2011; Rockefeller University Press; Volume: 208; Issue: 2 Linguagem: Inglês

10.1084/jem.20101459

1540-9538

Venetia Bigley, Muzlifah Haniffa, Sergei Doulatov, Xiaonong Wang, Rachel Dickinson, Naomi McGovern, Laura Jardine, Sarah Pagan, Ian Dimmick, Ignatius Chua, Jonathan P. Wallis, Jim Lordan, Cliff Morgan, Dinakantha Kumararatne, Rainer Döffinger, Mirjam van der Burg, Jacques J. M. van Dongen, Andrew J. Cant, John E. Dick, Sophie Hambleton, Matthew Collin,

T-cell and B-cell Immunology

Congenital or acquired cellular deficiencies in humans have the potential to reveal much about normal hematopoiesis and immune function. We show that a recently described syndrome of monocytopenia, B and NK lymphoid deficiency additionally includes the near absence of dendritic cells. Four subjects showed severe depletion of the peripheral blood HLA-DR+ lineage− compartment, with virtually no CD123+ or CD11c+ dendritic cells (DCs) and very few CD14+ or CD16+ monocytes. The only remaining HLA-DR+ lineage− cells were circulating CD34+ progenitor cells. Dermal CD14+ and CD1a+ DC were also absent, consistent with their dependence on blood-derived precursors. In contrast, epidermal Langerhans cells and tissue macrophages were largely preserved.
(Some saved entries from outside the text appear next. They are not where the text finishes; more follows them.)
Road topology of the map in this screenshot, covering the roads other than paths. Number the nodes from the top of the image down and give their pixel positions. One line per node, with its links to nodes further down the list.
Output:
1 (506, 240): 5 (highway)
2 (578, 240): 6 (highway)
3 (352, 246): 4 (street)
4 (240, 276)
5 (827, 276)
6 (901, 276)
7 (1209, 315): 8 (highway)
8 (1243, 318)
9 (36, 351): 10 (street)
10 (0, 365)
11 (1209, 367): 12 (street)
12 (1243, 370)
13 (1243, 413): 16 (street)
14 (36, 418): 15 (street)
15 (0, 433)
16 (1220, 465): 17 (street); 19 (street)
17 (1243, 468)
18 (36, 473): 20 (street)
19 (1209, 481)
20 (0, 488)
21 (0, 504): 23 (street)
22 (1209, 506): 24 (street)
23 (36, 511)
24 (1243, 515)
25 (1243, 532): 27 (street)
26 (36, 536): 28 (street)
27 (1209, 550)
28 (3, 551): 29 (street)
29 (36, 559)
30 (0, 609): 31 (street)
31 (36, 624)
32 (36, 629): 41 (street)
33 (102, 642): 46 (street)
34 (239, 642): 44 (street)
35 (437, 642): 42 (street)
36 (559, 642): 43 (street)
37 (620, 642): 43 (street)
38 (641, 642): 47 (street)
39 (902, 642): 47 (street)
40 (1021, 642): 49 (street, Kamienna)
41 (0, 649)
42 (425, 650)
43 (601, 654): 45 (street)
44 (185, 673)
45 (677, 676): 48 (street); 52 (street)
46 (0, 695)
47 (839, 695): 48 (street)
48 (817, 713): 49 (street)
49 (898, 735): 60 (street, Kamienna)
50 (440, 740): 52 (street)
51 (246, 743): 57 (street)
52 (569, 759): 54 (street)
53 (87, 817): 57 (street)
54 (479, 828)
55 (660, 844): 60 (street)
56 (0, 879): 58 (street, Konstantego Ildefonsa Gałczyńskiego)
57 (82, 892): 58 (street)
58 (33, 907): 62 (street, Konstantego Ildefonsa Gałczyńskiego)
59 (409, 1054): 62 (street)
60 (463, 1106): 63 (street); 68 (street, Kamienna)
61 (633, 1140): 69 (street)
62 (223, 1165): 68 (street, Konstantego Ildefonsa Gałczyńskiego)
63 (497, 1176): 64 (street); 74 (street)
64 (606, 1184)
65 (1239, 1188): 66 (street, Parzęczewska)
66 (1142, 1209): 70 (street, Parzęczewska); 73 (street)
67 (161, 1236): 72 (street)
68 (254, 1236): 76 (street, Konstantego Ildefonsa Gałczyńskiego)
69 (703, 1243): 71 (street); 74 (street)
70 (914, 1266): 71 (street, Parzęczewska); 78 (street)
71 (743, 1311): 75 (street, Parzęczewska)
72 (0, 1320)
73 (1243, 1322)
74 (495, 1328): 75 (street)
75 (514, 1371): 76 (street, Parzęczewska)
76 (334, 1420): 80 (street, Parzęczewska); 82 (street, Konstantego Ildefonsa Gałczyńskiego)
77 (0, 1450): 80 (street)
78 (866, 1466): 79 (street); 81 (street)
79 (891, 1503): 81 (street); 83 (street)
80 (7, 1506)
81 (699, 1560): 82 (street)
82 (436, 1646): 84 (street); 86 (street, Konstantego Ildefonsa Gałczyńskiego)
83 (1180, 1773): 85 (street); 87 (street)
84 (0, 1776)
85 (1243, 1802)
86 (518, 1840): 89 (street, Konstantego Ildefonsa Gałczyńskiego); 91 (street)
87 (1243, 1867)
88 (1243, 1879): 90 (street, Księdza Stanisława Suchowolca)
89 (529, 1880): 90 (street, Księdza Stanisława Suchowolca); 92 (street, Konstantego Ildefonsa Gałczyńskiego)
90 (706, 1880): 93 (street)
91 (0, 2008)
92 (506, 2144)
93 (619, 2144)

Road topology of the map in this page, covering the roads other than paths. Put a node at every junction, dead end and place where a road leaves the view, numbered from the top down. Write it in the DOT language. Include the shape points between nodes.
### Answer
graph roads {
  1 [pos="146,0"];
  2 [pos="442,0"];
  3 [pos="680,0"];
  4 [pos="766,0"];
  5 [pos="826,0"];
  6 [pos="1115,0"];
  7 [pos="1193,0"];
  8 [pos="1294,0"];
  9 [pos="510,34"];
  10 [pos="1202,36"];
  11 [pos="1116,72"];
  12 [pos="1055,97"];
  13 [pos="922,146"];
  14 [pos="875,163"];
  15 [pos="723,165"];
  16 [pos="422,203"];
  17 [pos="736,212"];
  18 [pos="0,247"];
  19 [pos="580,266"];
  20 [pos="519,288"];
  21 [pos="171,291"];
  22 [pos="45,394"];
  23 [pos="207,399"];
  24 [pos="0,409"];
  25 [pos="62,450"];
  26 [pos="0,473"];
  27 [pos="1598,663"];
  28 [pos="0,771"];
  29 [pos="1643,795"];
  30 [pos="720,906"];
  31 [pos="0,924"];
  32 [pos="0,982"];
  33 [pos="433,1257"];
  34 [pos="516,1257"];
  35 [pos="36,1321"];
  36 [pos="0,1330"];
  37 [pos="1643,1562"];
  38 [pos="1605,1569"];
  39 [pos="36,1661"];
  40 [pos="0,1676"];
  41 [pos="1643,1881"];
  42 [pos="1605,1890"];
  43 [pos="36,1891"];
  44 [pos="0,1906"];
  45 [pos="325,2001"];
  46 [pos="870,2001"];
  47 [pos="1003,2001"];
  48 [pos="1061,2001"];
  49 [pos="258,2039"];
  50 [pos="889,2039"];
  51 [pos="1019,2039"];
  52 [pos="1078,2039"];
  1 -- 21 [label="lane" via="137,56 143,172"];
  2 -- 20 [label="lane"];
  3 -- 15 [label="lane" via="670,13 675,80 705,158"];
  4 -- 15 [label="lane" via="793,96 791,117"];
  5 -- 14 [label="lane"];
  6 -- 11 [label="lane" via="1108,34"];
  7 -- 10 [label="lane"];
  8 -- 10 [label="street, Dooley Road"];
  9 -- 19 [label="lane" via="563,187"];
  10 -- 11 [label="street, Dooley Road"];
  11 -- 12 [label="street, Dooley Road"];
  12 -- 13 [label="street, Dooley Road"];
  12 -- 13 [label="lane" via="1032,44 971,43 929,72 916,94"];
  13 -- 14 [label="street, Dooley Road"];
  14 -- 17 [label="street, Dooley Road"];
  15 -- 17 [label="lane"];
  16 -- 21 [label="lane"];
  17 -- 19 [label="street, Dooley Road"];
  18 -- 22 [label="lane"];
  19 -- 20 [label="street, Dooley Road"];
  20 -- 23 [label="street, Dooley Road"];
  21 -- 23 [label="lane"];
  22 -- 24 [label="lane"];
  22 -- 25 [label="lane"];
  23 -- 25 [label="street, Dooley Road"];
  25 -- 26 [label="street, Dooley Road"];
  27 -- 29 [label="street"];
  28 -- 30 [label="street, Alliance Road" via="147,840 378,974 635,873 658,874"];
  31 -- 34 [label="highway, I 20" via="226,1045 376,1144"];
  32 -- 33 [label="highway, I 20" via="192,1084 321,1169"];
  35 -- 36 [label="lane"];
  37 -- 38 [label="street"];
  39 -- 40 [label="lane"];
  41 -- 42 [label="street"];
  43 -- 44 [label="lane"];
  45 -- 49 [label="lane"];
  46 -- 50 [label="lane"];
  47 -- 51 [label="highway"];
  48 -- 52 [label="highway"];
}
Combined loss of peripheral DCs, monocytes, and B and NK lymphocytes was mirrored in the bone marrow by complete absence of multilymphoid progenitors and depletion of granulocyte-macrophage progenitors. Depletion of the HLA-DR+ peripheral blood compartment was associated with elevated serum fms-like tyrosine kinase ligand and reduced circulating CD4+CD25hiFoxP3+ T cells, supporting a role for DC in T reg cell homeostasis.